# My Shop Tour



## A_Sailor (Jun 17, 2009)

Here is a little tour of my shop. 

Enjoy!





 




 
Thanks for watching!


----------



## Kenbo (Sep 16, 2008)

Nice shop video. Gotta love a place that you can go to be creative. Thanks for sharing the video with us.


----------



## Chaincarver Steve (Jul 30, 2011)

Looking good so far. And you've got plenty of room to grow as well.

I know all about them un-finished projects. I've got a number of those myself.


----------



## CaptRandy (Jan 27, 2011)

What is the boat hull?


----------



## Chaincarver Steve (Jul 30, 2011)

CaptRandy said:


> What is the boat hull?


You mean the boards in the corner like the one painted white with blue stripes? Those are "corn hole" boards. It's a bean bag toss game that seems to be popular in the south.


----------



## CaptRandy (Jan 27, 2011)

I SMELL SALT!!!!!!! I saw a trailer with a good size 25' hull bow.


----------



## Chaincarver Steve (Jul 30, 2011)

CaptRandy said:


> I SMELL SALT!!!!!!! I saw a trailer with a good size 25' hull bow.
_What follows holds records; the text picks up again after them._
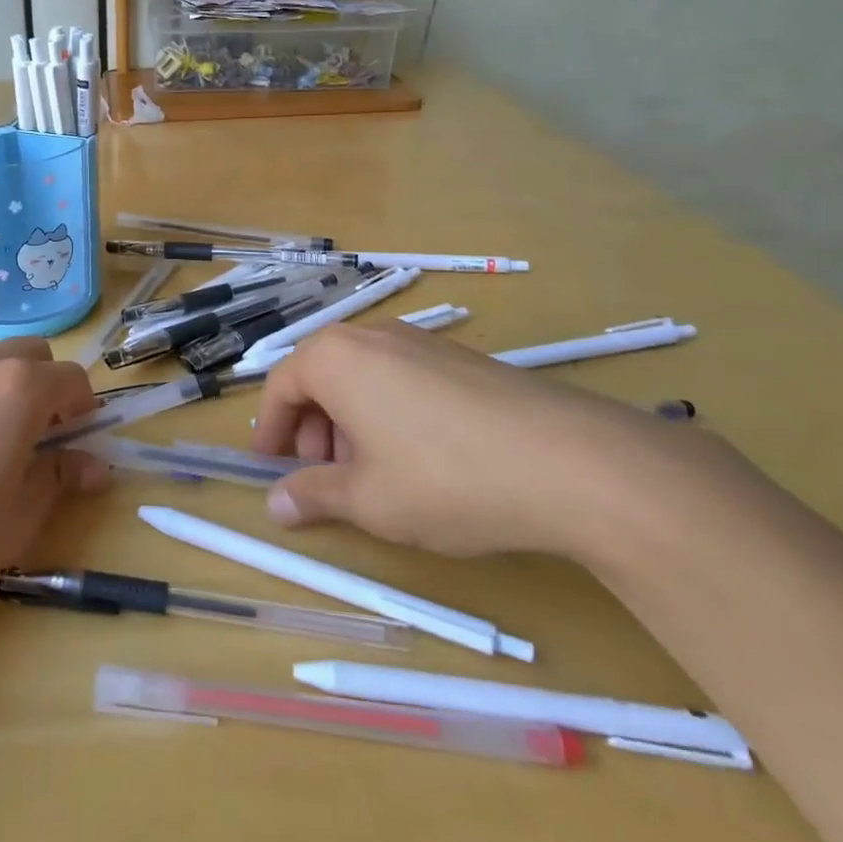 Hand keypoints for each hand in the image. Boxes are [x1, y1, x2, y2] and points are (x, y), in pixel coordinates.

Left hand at [0, 338, 107, 629]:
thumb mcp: (16, 519)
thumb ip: (59, 478)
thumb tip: (96, 465)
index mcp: (18, 389)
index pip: (72, 379)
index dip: (84, 411)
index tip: (77, 445)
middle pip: (31, 355)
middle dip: (46, 388)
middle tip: (35, 441)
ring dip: (3, 386)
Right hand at [252, 324, 660, 559]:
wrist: (572, 462)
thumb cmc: (445, 477)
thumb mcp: (369, 499)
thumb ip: (314, 495)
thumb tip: (276, 505)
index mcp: (336, 358)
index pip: (282, 386)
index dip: (271, 430)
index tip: (269, 467)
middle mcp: (372, 336)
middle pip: (322, 376)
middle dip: (313, 427)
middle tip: (324, 475)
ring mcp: (421, 342)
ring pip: (364, 377)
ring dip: (351, 422)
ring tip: (374, 474)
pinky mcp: (462, 358)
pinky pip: (402, 378)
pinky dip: (390, 413)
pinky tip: (421, 459) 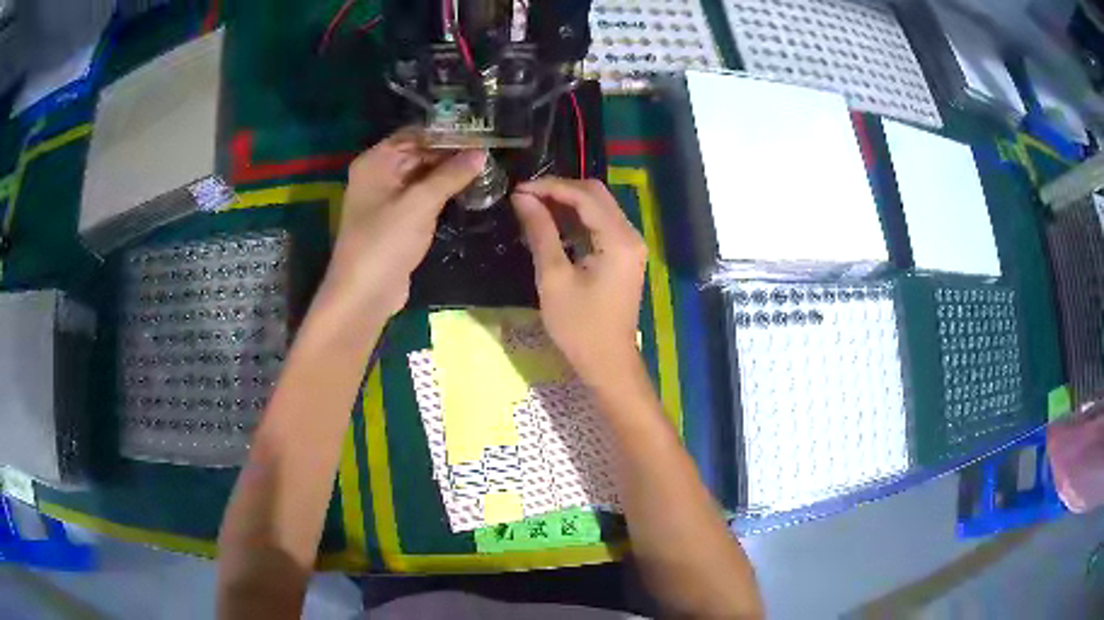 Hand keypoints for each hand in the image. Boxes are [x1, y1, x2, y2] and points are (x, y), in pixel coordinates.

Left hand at [326, 132, 485, 314]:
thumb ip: (451, 175)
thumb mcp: (420, 203)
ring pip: (423, 176)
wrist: (365, 294)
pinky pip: (421, 197)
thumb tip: (481, 153)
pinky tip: (468, 191)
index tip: (481, 134)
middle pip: (419, 153)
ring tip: (486, 169)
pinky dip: (441, 193)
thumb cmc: (386, 241)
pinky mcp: (396, 220)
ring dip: (449, 174)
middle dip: (451, 154)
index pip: (415, 134)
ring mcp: (386, 198)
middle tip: (489, 154)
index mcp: (376, 161)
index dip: (447, 133)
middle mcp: (379, 174)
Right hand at [511, 178, 647, 383]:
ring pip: (599, 207)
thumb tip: (523, 198)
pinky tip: (552, 222)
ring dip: (567, 202)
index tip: (519, 190)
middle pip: (596, 194)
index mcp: (618, 239)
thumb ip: (541, 232)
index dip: (550, 187)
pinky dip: (577, 219)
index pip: (584, 195)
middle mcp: (630, 235)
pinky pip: (601, 224)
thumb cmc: (579, 326)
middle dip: (559, 190)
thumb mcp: (553, 278)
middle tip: (525, 197)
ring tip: (532, 206)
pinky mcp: (624, 255)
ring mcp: (630, 245)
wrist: (608, 362) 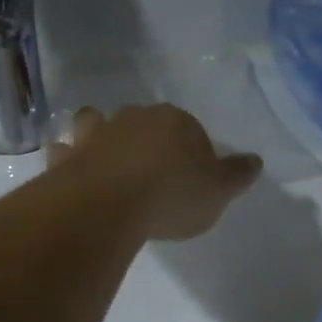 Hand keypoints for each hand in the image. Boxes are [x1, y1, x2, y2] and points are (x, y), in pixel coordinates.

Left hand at [49, 104, 261, 241]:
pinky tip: (71, 169)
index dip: (189, 148)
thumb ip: (237, 174)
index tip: (189, 174)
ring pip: (97, 122)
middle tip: (150, 168)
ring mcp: (96, 133)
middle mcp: (134, 118)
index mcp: (175, 121)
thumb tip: (255, 160)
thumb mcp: (218, 191)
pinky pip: (66, 151)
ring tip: (104, 156)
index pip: (188, 127)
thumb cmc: (172, 195)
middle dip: (145, 137)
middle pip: (143, 121)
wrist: (109, 203)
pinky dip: (68, 157)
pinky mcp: (67, 155)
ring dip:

 Oh. I guess I missed that.


----------



## A_Sailor (Jun 17, 2009)

Lol, a boat hull? Yes, that is the bow to our 21' Trophy center console. Me personally I am more of a sailor and I have a beautiful little Montgomery 17 that I am preparing for a cruise through the Florida Keys in April. You can check it out here.

I really do love my new shop, I was in a shop that was probably 35'x35' and for the most part I like this one much better. The only thing I am missing is a dedicated finishing room, but I am working on getting a space cleared back behind the boats to drape plastic down and section off for a clean finishing room.

The smaller shop just puts all of the tools closer together which leads to less steps between machines. In my last shop I realize now that I was doing quite a bit of walking back and forth that was wasting time.


----------